Park Master Plans
100 Dix Drive
The City of Manhattan acquired the property at 100 Dix Drive in 2017. The area is within a Federal Emergency Management Agency (FEMA) floodplain and will be managed as open space by Manhattan Parks and Recreation. The City hosted neighborhood meetings in 2017 to inform neighborhood residents about the acquisition and hear their ideas to turn the 0.2-acre site into a neighborhood amenity.
The Master Plan (PDF) documents this community engagement and the conceptual design process for the park. The Plan recommends passive park amenities such as seating, landscaping, and signage to be developed at the site.
City Park Master Plan
This updated master plan is a long-range vision for City Park. Established in 1857, City Park is one of the oldest parks in Manhattan, Kansas. The park has seen many transformations through its 160-year existence. The master plan responds to the site’s history, existing conditions, and community-identified priorities. This document begins with site inventory and analysis. Subsequent chapters describe community engagement efforts and concept development. The closing chapters describe the plan’s recommendations, phased implementations, and budget estimates. View the City Park Master Plan (PDF) and Appendix Documents (PDF).
Roger Schultz Community Park Master Plan
The Roger Schultz Community Park (formerly known as the Park at Lee Mill Heights) is an undeveloped 76.5-acre tract in the southwest quadrant of the city. The parkland is owned by the City of Manhattan and was acquired through a combination purchase and land donation. There are two public access points: from Miller Parkway on the north and Loma Ridge Drive, on the east. The site is comprised of rolling prairie with steep slopes and deep, wooded ravines. There are approximately 165 feet of elevation change on the site.

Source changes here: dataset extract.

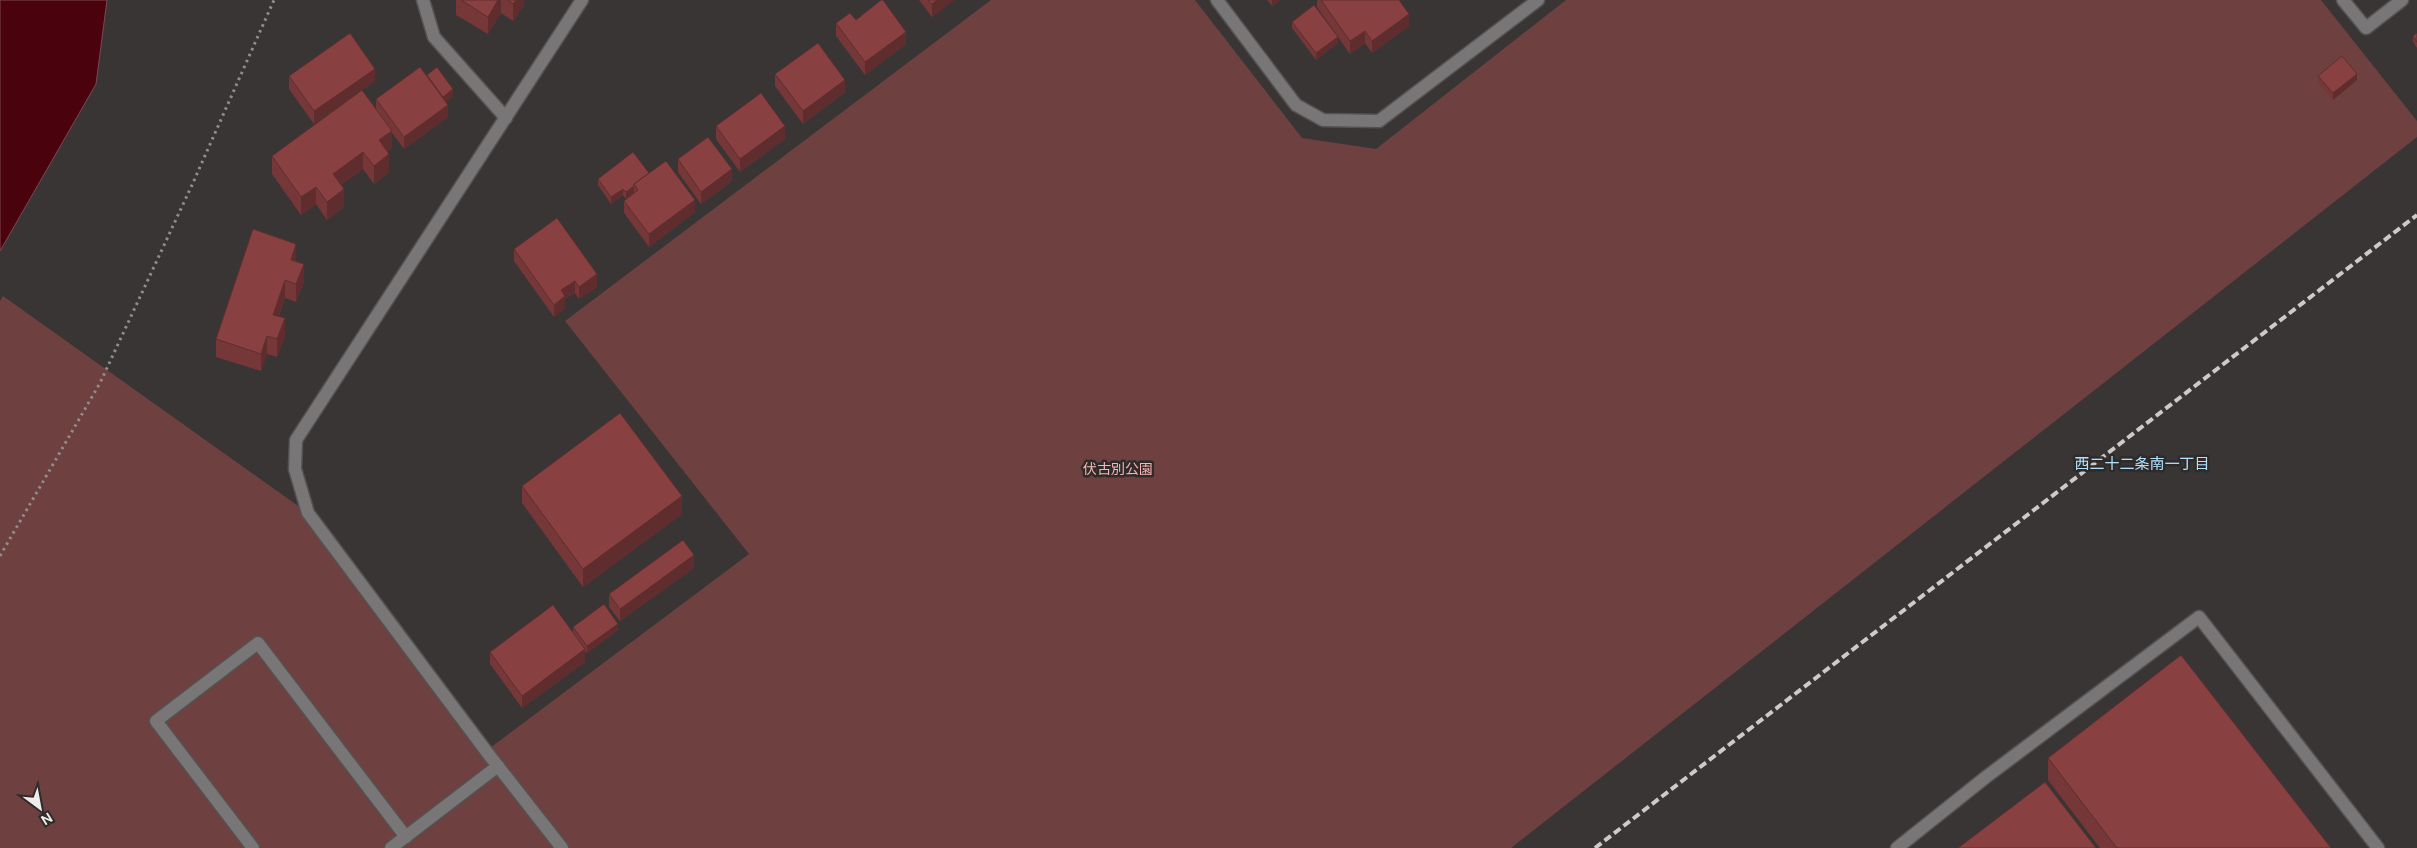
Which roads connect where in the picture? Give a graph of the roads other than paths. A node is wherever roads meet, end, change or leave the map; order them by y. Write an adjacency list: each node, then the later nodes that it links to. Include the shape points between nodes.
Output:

The Master Plan includes information on the site’s history, analysis of the existing conditions, and recommendations for future park improvements. View the Roger Schultz Community Park Master Plan (PDF) and Appendix Documents (PDF).
Warner Memorial Park Master Plan
Warner Memorial Park will continue to be a gem in the City’s parks system. 89 acres of undeveloped public open space in the middle of the City is a precious resource that the community has a vested interest in protecting. Preservation of open space must be balanced against the needs and rights of the public to access and enjoy the parkland.
The Warner Memorial Park Master Plan recommends improved trail connections and signage, a bridge, pollinator meadows, rockery gardens, enhancements to existing features, a new restroom/shelter and expanded parking on the northeast corner of the Park. Warner Park Road would open but only extend to the Enhanced Shelter with enough parking for five vehicles. View the Warner Memorial Park Master Plan (PDF) and Appendix Documents (PDF).
Colorado Park Master Plan (Historic Courthouse Square)
This Master Plan for Colorado Park (Historic Courthouse Square) (PDF) is inspired by the 2001 Master Plan, a 2012 concept plan, details of the historic jail, and analysis of historic aerial photography. The proposed concept seeks to capitalize on ideas proposed in these earlier plans and design elements that were once a major part of the site to re‐establish a similar environment while accommodating current needs. View the Master Plan Narrative (PDF).
Strategic Facility Improvement Plan
The Parks and Recreation Strategic Facility Improvement Plan (PDF) provided a comprehensive look at Manhattan’s recreation facilities and programs. The plan evaluates existing indoor and outdoor recreation facilities, assesses the community’s needs for improved places to play, and proposes strategies to enhance existing (or possibly build new) sport courts, fields and gyms that the entire community will benefit from.